*** Opening of Record excerpts ***

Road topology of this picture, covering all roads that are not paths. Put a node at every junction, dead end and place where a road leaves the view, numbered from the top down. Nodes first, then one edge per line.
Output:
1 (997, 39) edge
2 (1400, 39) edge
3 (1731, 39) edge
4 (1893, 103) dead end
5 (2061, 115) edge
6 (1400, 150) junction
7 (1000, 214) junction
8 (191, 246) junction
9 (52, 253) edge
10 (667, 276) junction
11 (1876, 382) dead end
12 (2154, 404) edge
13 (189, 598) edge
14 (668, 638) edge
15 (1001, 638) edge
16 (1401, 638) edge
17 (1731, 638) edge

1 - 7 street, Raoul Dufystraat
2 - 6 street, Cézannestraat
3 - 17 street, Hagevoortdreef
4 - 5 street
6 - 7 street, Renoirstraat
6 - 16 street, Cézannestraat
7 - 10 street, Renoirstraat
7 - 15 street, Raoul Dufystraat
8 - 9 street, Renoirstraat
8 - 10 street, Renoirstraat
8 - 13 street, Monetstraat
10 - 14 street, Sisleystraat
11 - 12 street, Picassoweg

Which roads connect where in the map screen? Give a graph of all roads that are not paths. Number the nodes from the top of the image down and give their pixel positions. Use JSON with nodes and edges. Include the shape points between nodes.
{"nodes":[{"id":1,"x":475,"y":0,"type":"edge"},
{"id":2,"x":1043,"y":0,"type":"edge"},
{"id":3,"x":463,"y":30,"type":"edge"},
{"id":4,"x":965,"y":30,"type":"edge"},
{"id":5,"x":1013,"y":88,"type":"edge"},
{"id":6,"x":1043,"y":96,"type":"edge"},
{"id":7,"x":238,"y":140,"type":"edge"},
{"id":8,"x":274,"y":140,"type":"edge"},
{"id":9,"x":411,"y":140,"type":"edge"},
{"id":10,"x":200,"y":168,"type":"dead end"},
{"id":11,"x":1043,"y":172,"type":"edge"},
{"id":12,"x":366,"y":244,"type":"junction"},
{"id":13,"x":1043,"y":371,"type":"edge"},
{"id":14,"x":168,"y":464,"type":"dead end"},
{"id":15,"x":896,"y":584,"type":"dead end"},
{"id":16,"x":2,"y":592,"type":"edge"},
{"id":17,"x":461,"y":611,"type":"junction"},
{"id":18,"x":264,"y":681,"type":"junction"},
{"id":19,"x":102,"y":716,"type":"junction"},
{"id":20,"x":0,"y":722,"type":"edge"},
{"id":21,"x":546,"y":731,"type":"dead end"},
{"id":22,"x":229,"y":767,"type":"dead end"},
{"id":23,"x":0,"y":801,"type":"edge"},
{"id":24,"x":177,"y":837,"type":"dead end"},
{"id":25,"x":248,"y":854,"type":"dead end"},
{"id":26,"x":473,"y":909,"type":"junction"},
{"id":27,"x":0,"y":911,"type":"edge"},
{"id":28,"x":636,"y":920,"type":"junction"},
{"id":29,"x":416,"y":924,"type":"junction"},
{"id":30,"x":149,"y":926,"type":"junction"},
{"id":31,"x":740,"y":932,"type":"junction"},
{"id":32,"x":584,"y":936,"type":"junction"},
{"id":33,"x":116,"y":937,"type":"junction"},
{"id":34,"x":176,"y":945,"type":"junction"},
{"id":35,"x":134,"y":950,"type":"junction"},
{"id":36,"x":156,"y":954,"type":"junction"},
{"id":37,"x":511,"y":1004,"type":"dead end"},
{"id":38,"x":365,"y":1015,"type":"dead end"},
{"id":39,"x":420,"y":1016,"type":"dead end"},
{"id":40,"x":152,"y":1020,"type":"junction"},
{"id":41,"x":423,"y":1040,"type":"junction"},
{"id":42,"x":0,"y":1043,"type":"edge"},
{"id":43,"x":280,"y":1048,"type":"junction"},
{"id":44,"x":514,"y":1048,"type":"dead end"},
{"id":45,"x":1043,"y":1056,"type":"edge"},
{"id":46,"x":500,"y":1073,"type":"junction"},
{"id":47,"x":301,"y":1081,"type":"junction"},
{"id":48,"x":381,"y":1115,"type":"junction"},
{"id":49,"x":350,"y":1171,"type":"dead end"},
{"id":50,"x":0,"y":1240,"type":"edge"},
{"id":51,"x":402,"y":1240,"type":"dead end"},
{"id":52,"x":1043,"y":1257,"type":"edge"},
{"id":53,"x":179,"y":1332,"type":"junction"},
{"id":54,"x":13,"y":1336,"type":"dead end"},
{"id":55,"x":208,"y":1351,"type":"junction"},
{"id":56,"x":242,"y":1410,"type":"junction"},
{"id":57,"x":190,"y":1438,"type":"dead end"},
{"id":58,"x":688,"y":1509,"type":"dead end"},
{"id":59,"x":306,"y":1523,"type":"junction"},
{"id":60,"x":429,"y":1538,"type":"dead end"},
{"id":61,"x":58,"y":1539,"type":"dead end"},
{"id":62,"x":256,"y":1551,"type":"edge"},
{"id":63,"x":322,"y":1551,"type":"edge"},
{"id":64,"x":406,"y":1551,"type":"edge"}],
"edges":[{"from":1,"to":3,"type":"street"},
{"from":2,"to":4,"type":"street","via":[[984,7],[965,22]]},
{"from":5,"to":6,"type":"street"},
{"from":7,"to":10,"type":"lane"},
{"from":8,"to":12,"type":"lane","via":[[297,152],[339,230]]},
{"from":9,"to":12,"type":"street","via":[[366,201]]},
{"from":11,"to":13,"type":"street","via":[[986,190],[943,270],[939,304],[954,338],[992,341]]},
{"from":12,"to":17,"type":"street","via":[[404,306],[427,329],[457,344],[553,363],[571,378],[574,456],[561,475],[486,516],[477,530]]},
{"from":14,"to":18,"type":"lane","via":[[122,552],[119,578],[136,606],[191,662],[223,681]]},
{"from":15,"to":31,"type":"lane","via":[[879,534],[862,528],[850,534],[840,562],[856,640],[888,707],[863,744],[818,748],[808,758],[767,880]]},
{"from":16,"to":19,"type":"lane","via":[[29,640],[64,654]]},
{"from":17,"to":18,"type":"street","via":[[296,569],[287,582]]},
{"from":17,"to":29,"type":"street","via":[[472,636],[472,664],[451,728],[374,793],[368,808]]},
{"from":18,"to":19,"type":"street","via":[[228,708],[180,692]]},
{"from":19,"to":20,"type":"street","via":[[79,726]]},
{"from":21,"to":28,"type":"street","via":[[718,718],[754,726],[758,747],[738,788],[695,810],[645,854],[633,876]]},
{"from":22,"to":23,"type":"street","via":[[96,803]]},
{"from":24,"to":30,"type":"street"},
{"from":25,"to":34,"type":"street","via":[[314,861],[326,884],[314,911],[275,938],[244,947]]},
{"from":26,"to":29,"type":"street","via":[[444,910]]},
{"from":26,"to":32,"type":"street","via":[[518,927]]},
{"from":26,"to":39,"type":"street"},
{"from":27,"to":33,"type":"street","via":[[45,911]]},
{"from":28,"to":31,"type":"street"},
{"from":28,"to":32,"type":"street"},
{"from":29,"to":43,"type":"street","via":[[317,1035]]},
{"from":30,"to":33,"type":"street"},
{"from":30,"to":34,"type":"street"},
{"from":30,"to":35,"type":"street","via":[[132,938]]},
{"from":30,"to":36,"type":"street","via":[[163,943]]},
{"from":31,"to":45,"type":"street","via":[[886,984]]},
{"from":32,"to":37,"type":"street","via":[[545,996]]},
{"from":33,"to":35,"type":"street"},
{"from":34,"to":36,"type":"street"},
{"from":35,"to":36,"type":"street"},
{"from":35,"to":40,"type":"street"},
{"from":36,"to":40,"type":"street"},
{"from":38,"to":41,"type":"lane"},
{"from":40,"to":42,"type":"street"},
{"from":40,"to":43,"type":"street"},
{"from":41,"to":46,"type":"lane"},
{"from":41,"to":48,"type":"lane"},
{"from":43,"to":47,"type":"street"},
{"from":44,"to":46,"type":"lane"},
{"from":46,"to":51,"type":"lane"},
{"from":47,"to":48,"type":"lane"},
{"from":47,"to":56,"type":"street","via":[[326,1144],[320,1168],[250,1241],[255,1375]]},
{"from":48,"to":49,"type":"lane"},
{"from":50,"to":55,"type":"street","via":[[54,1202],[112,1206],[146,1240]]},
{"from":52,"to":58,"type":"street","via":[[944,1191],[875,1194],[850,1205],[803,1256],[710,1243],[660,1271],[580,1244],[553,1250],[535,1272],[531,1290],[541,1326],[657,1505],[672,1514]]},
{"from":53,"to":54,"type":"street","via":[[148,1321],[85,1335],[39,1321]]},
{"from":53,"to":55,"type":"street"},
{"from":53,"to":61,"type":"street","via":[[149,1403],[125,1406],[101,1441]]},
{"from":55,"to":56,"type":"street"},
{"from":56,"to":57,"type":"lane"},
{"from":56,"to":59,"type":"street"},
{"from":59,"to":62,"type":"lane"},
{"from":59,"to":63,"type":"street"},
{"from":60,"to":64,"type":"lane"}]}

*** Close of Record excerpts ***

From the entries above, copy each line that holds "edges".

Which roads connect where in the map screen? Give a graph of all roads that are not paths. Number the nodes from the top of the image down and give their pixel positions. Use JSON with nodes and edges. Include the shape points between nodes.
"edges":[{"from":1,"to":3,"type":"street"},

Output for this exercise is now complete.